Introduction: In the semiconductor industry, accurate measurement of the thickness distribution of wafers is essential to ensure product quality. In this article, we will introduce an example of a high-precision through-beam laser displacement meter for wafer thickness distribution measurement.
1.Introduction.
With the continuous development of science and technology, the demand of the semiconductor industry is getting higher and higher. As one of the core materials of semiconductor processing, accurate measurement of the thickness distribution of wafers during the production process is essential to ensure the performance and quality of products.
2.Problems and challenges.
The wafer surface is smooth and flat, and it is difficult for traditional laser displacement sensors to accurately capture surface position information, which cannot meet the needs of high-precision measurement. Therefore, we need a more accurate measurement method to solve this problem.
3.Solution.
In order to achieve high-precision measurement of wafer thickness distribution, we use a high-precision through-beam laser displacement meter. The displacement meter uses the coaxial optical principle of spectral confocal to capture the thickness of multiple points of the wafer by moving it on the XY stage multiple times, so as to accurately measure its thickness distribution.
4.Implementation process.
4.1 Preparation: Before making a measurement, you first need to prepare a high-precision through-beam laser displacement meter and wafer sample. At the same time, make sure that the calibration and calibration of all equipment has been completed.
4.2 Multi-point measurement: The wafer sample is placed on the XY stage, and the stage is moved in different directions through the control system, so that the laser displacement meter can capture the thickness information of the wafer at different positions.
4.3. Data processing: The data obtained by the laser displacement meter, combined with the pre-established calibration model, we can obtain the thickness value of the wafer at different positions. Further use of data processing software can be used to create a thickness distribution map of the wafer.
5.Results & Analysis.
With the above measurement methods, we have successfully achieved the measurement of the thickness distribution of the wafer. With the high-precision through-beam laser displacement meter, we can achieve a measurement accuracy of about 100nm, which meets the demand for high-precision measurement in the semiconductor industry.

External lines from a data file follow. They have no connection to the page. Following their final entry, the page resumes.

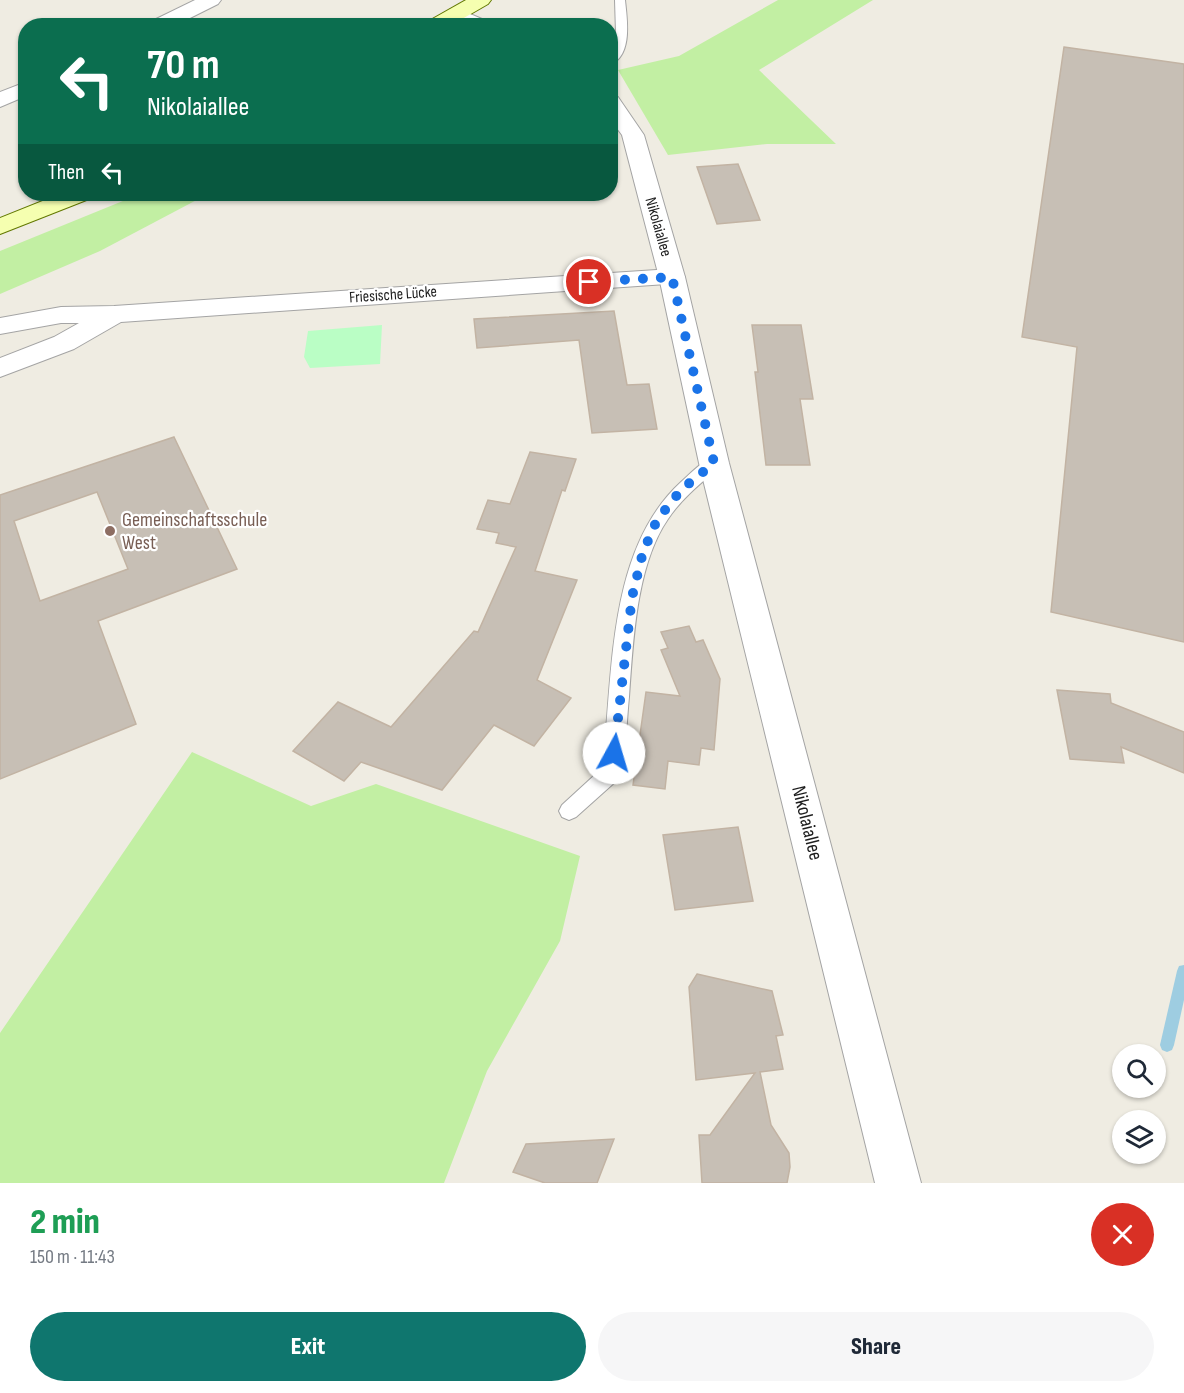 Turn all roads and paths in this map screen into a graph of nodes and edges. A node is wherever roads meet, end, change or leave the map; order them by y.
1 (211, 0) edge
2 (481, 0) edge
3 (620, 0) edge
4 (456, 14) junction
5 (174, 18) edge
6 (449, 18) edge
7 (465, 18) edge
8 (618, 52) edge
9 (18, 92) edge
10 (0, 100) edge
11 (618, 113) edge
12 (63, 201) edge
13 (0, 227) edge
14 (672, 277) junction
15 (114, 314) junction
16 (0, 326) edge
17 (0, 369) edge
18 (714, 463) junction
19 (569, 811) dead end
20 (898, 1183) edge

1 - 5 street
2 - 4 main road
3 - 8 lane
4 - 6 main road
4 - 7 street
9 - 10 street
11 - 14 street, Nikolaiallee
12 - 13 main road
14 - 15 street, Friesische Lücke
14 - 18 street, Nikolaiallee
15 - 16 street, Friesische Lücke
15 - 17 street, Friesische Lücke
18 - 19 lane
18 - 20 street, Nikolaiallee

6.Application value and prospects.
Accurate measurement of wafer thickness distribution is of great value in the semiconductor industry. By utilizing high-precision through-beam laser displacement meters, we can effectively improve the quality and performance of our products and further improve the production process. In the future, we can further research and improve the performance of high-precision through-beam laser displacement meters to meet the increasing measurement needs. At the same time, combined with artificial intelligence and big data analysis and other technologies, wafer thickness distribution measurement and process optimization are combined to achieve a more refined and intelligent semiconductor processing process.
Conclusion: It is a feasible and effective method to measure the thickness distribution of wafers by using high-precision through-beam laser displacement meter. By capturing wafer thickness at multiple points, rather than measuring fixed-point thickness, the thickness distribution of wafers can be accurately measured and provide the semiconductor industry with high-quality products and the basis for improving production processes.